Reputation: 1000
I have to extract data from many sites structured like this http://www.firmenmonitor.at/Secure/CompanyDetail.aspx?CID=408053&SID=4af735f7-4eb7-4f8e-a1df-948f6fb66a18&PID=1
I am interested in second 'textModule'
div. There are three sections:
In der Rolle Aufsichtsrat waren oder sind gemeldet:
(...)
In der Rolle Geschäftsführer waren oder sind gemeldet:
(...)
In der Rolle Gesellschafter waren oder sind gemeldet:
(...)
I know how to extract names and other info but I would like to know the section each member is member of. For example:
Köhlmeier Harald - Aufsichtsrat
Mazzel Josef - Aufsichtsrat
(...)
Konstatzky Adolf F. - Geschäftsführer
My issue is that this div
has very flat structure and the header for each section is just <h3>
. So I don't know how to figure out where one section finishes and another starts.

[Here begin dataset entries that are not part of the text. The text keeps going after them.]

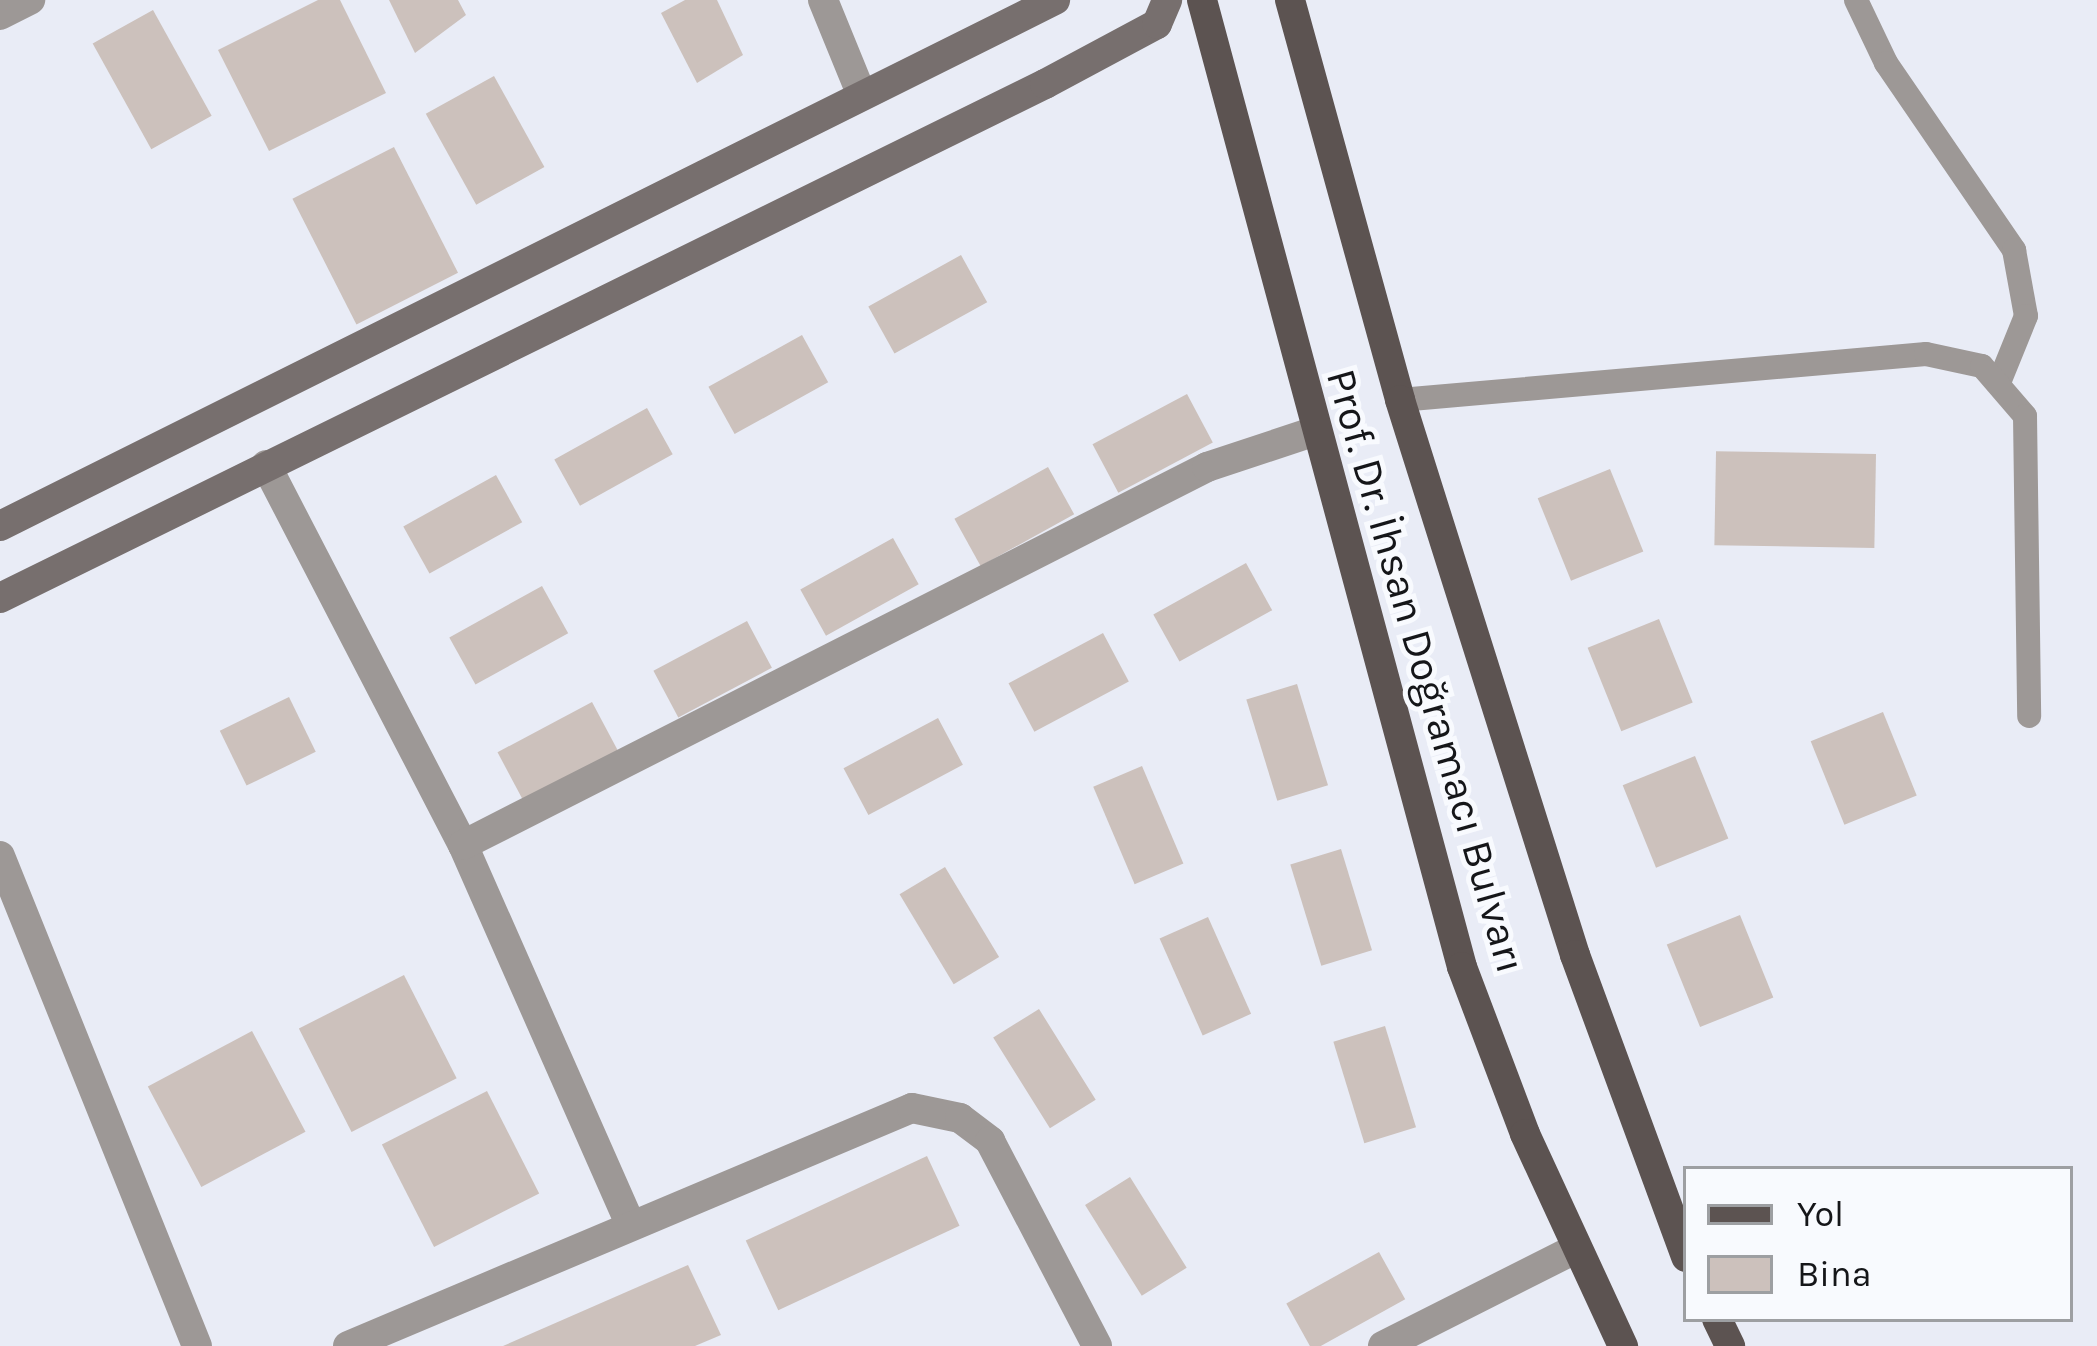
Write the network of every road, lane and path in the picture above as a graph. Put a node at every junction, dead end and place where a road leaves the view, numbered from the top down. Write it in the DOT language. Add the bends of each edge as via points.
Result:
graph roads {
  1 [pos="30,0"];
  2 [pos="823,0"];
  3 [pos="1055,0"];
  4 [pos="1167,0"];
  5 [pos="1202,0"];
  6 [pos="1290,0"];
  7 [pos="1856,0"];
  8 [pos="0,15"];
  9 [pos="861,93"];
  10 [pos="2000,380"];
  11 [pos="1400,400"];
  12 [pos="1313,432"];
  13 [pos="266,465"];
  14 [pos="0,526"];
  15 [pos="0,598"];
  16 [pos="2029,716"];
  17 [pos="463,844"];
  18 [pos="0,856"];
  19 [pos="631,1226"];
  20 [pos="1575,1249"];
  21 [pos="1683,1249"];
  22 [pos="197,1346"];
  23 [pos="348,1346"];
  24 [pos="1097,1346"];
  25 [pos="1383,1346"];
  26 [pos="1623,1346"];
  1 -- 8 [label="street"];
  2 -- 9 [label="street"];
  3 -- 9 [label="street"];
  4 -- 13 [label="street" via="1157,25 1045,84"];
  5 -- 12 [label="main road, Prof. Dr. İhsan Doğramacı Bulvarı"];
  6 -- 11 [label="main road, Prof. Dr. İhsan Doğramacı Bulvarı"];
  7 -- 10 [label="lane" via="1886,63 2014,250 2026,316"];
  9 -- 14 [label="street"];
  10 -- 11 [label="lane" via="1965,359 1926,354"];
  10 -- 16 [label="lane" via="2025,416"];
  11 -- 21 [label="main road, Prof. Dr. İhsan Doğramacı Bulvarı" via="1575,955"];
  12 -- 17 [label="street" via="1207,467"];
  12 -- 20 [label="main road, Prof. Dr. İhsan Doğramacı Bulvarı" via="1462,968"];
  13 -- 15 [label="street"];
  13 -- 17 [label="street"];
  17 -- 19 [label="street"];
  18 -- 22 [label="street"];
  19 -- 23 [label="street"];
  19 -- 24 [label="street" via="884,1114 938,1111 990,1142"];
  20 -- 25 [label="street"];
  20 -- 26 [label="main road, Prof. Dr. İhsan Doğramacı Bulvarı"];
}
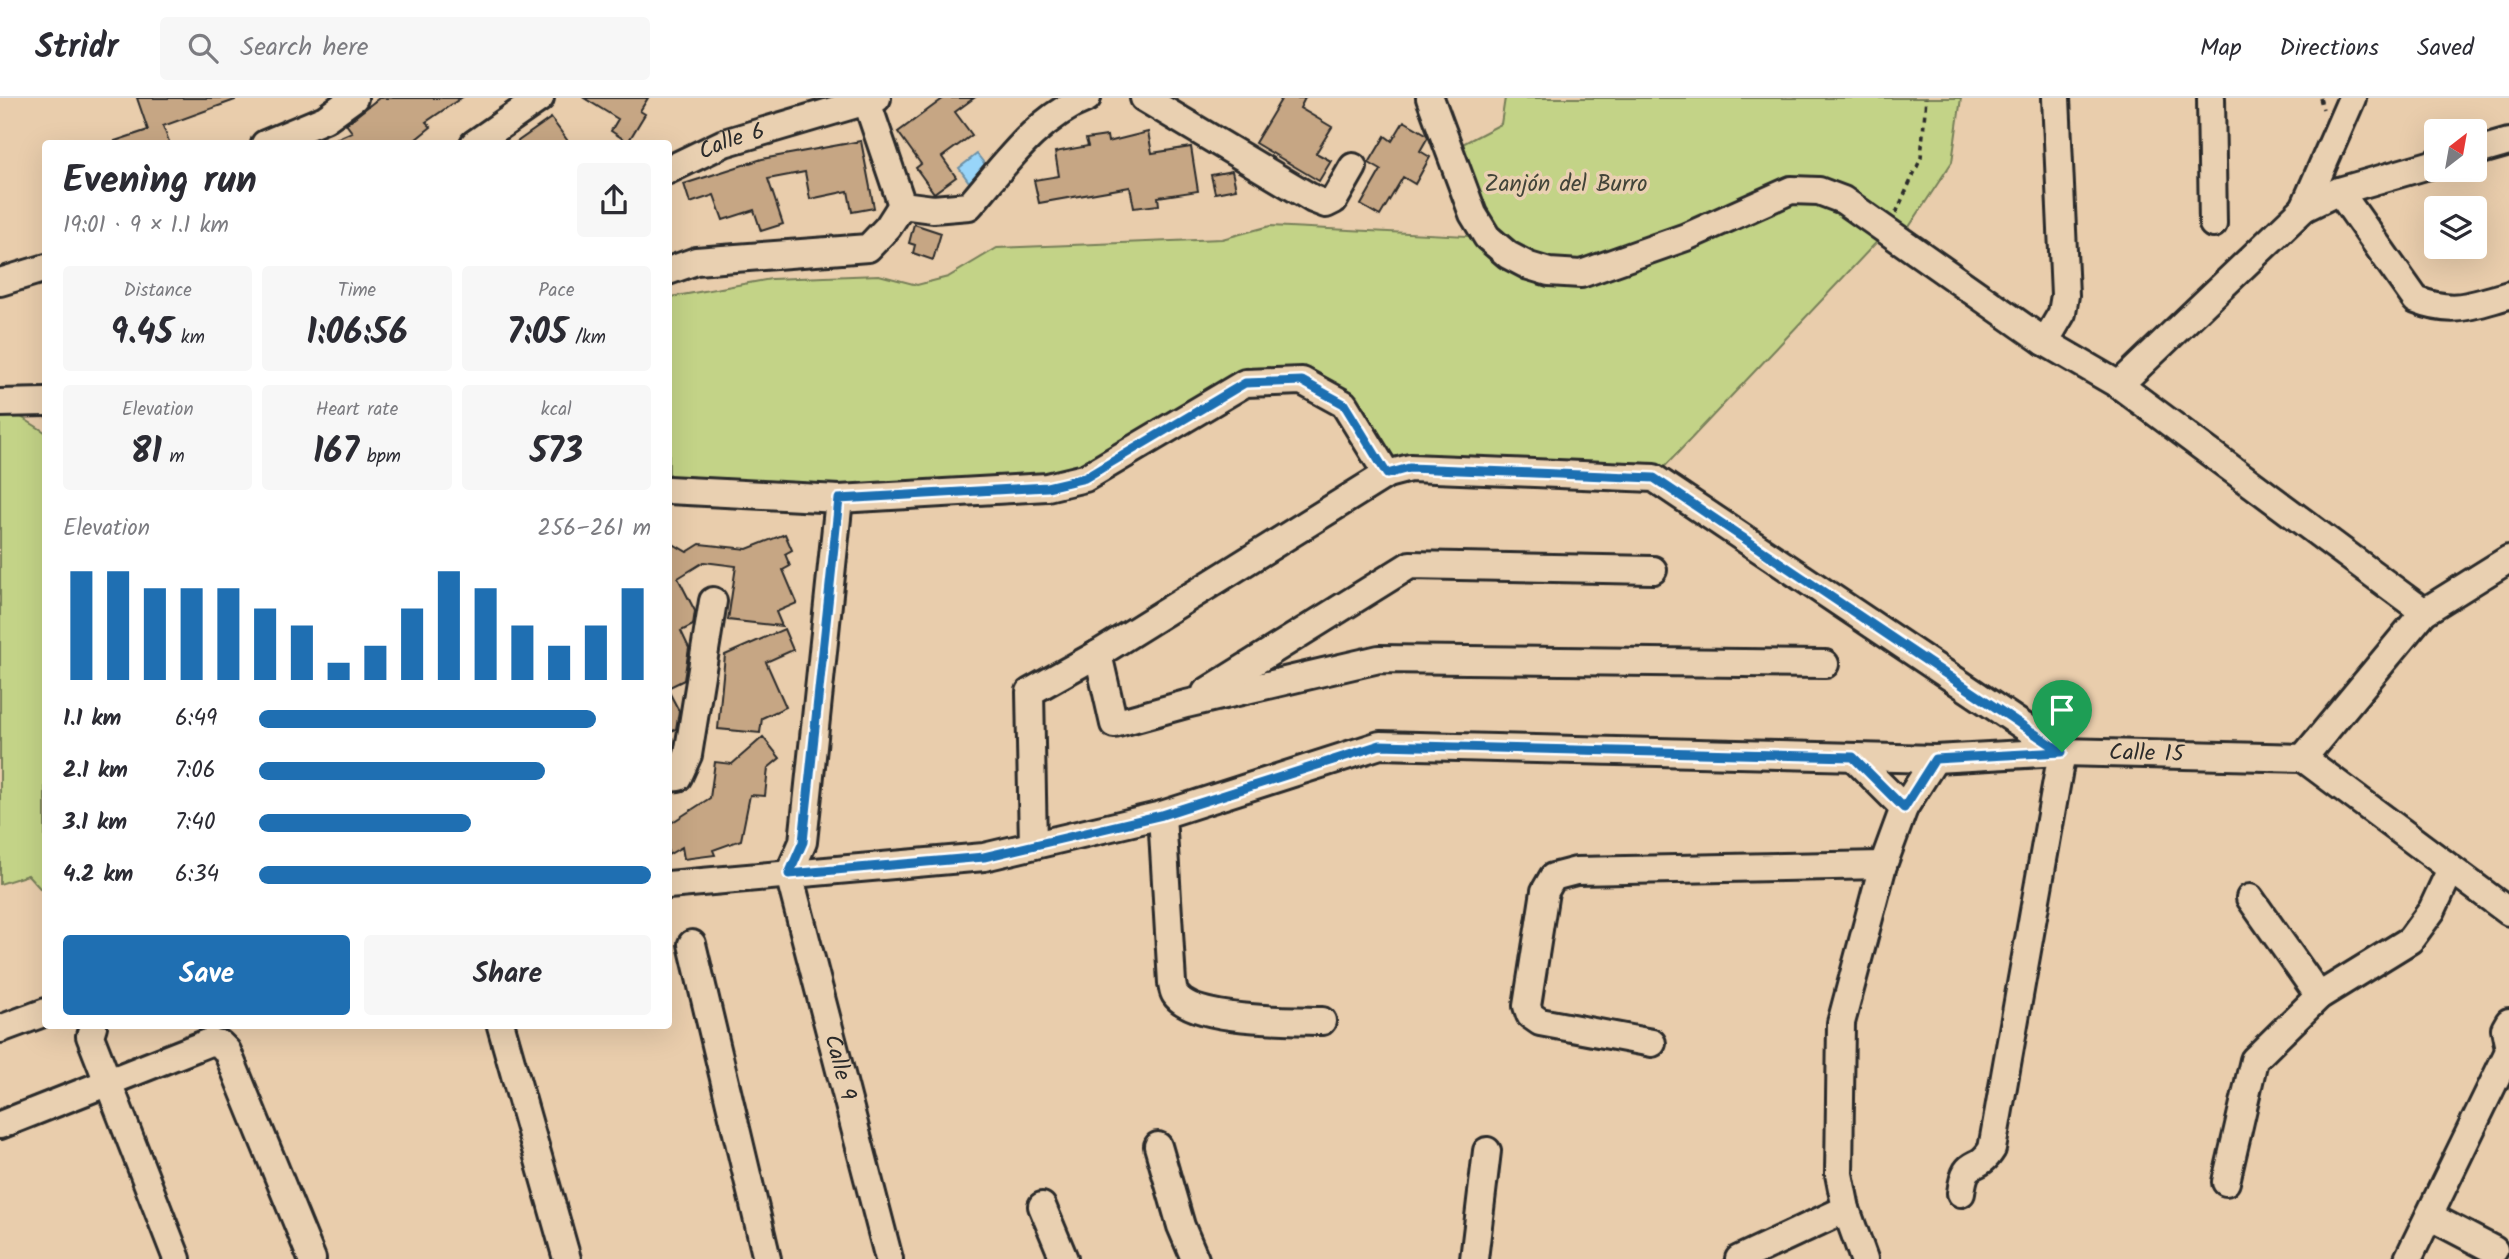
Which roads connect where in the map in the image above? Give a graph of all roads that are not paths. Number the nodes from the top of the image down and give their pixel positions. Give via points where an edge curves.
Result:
1 (355, 98) edge
2 (540, 98) edge
3 (1087, 98) edge
4 (1144, 98) edge
5 (1430, 98) edge
6 (2056, 98) edge
7 (2211, 98) edge
8 (2353, 98) edge
9 (857, 101) edge
10 (275, 140) edge
11 (480, 140) edge
12 (2509, 142) edge
13 (2487, 148) edge
14 (2424, 166) edge
15 (1353, 167) dead end
16 (672, 168) edge
17 (2339, 191) junction
18 (902, 205) junction
19 (2304, 208) junction
20 (2213, 224) dead end
21 (42, 269) edge
22 (672, 270) edge
23 (0, 282) edge
24 (2509, 295) edge
25 (2045, 342) junction
26 (2119, 385) junction
27 (42, 402) edge
28 (0, 403) edge
29 (1387, 474) junction
30 (672, 490) edge
31 (839, 499) junction
32 (2509, 559) edge
33 (1653, 570) dead end
34 (713, 601) dead end
35 (2424, 612) junction
36 (1098, 654) junction
37 (1825, 664) dead end
38 (1186, 704) junction
39 (2062, 752) junction
40 (1853, 757) junction
41 (2303, 758) junction
42 (1935, 759) junction
43 (672, 778) edge
44 (1904, 808) junction
45 (1162, 815) junction
46 (1033, 845) junction
47 (1883, 865) junction
48 (2451, 869) junction
49 (789, 874) junction
50 (672, 885) edge
51 (2250, 898) dead end
52 (2509, 912) edge
53 (692, 944) dead end
54 (2319, 996) junction
55 (42, 1013) edge
56 (1322, 1021) dead end
57 (0, 1029) edge
58 (92, 1029) edge
59 (502, 1029) edge
60 (2508, 1037) edge
61 (1652, 1043) dead end
62 (110, 1082) junction
63 (0, 1125) edge
64 (1158, 1146) dead end
65 (1487, 1151) dead end
66 (2226, 1182) dead end
67 (1961, 1193) dead end
68 (1042, 1206) dead end
69 (1846, 1209) junction
70 (2429, 1216) junction
71 (2494, 1250) dead end
72 (177, 1259) edge
73 (312, 1259) edge
74 (567, 1259) edge
75 (767, 1259) edge
76 (889, 1259) edge
77 (1064, 1259) edge
78 (1195, 1259) edge
79 (1474, 1259) edge
80 (1739, 1259) edge
81 (1864, 1259) edge
82 (2408, 1259) edge

1 - 10 street via 325,119
2 - 11 street
3 - 18 street via 1070,104 1034,133 969,206 933,209
4 - 15 street via 1326,204 1334,200
5 - 25 street via 1473,214 1487,237 1529,266 1581,274 1686,237 1791,190 1819,191 1843,200 1889,230
6 - 25 street via 2065,295 2062,313
7 - 20 street
8 - 19 street
9 - 16 street, Calle 6 via 724,143
9 - 18 street
12 - 13 street
14 - 17 street
17 - 19 street
17 - 24 street via 2416,300 2456,310
18 - 22 street via 868,248 696,261
19 - 26 street
21 - 23 street
25 - 26 street
26 - 35 street
27 - 28 street
29 - 31 street via 1344,404 1302,381 1245,383 1085,478 1047,487
29 - 36 street
29 - 39 street via 1409,468 1654,478
30 - 31 street
31 - 49 street via 803,842
32 - 35 street
33 - 38 street via 1410,565
34 - 43 street via 688,755 678,777
35 - 41 street
36 - 38 street via 1114,724
36 - 46 street via 1030,692
37 - 38 street via 1379,659
39 - 41 street, Calle 15
39 - 42 street, Calle 15
39 - 67 street via 1992,1149 1986,1158 1968,1167
40 - 42 street, Calle 15
40 - 44 street
40 - 45 street, Calle 15 via 1380,745
41 - 48 street
42 - 44 street
44 - 47 street
45 - 46 street, Calle 15
45 - 56 street via 1175,994 1186,1003 1245,1018
46 - 49 street, Calle 15 via 984,857
47 - 61 street via 1576,871 1553,877 1545,891 1527,1006 1530,1015 1540,1022
47 - 69 street via 1841,1023 1839,1174
48 - 52 street
48 - 54 street via 2432,910 2410,940
49 - 50 street, Calle 15
49 - 76 street, Calle 9
51 - 54 street
53 - 75 street
54 - 66 street via 2254,1060
55 - 57 street
58 - 62 street via 90,1036
59 - 74 street
60 - 70 street
62 - 63 street
62 - 72 street
62 - 73 street via 209,1042 220,1044 227,1051
64 - 78 street
65 - 79 street
68 - 77 street
69 - 80 street
69 - 81 street
70 - 71 street
70 - 82 street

I can't really show you what I've tried so far as I have no idea how to approach it... Any hints?
Upvotes: 0
Views: 47
Reputation: 8608
If I understand your question correctly you're just looking for a way to split the three sections, so you can process each independently and extract data with the knowledge of which section it belongs to.
In that case you can just leverage the fact that the exact string <h3
is what seperates the sections. You can simply extract the second div, save it as a string named e.g. second_div
and do a second_div.split("<h3")
to get a list object where items 1, 2 and 3 (not 0) contain html code in seperate sections.
Upvotes: 1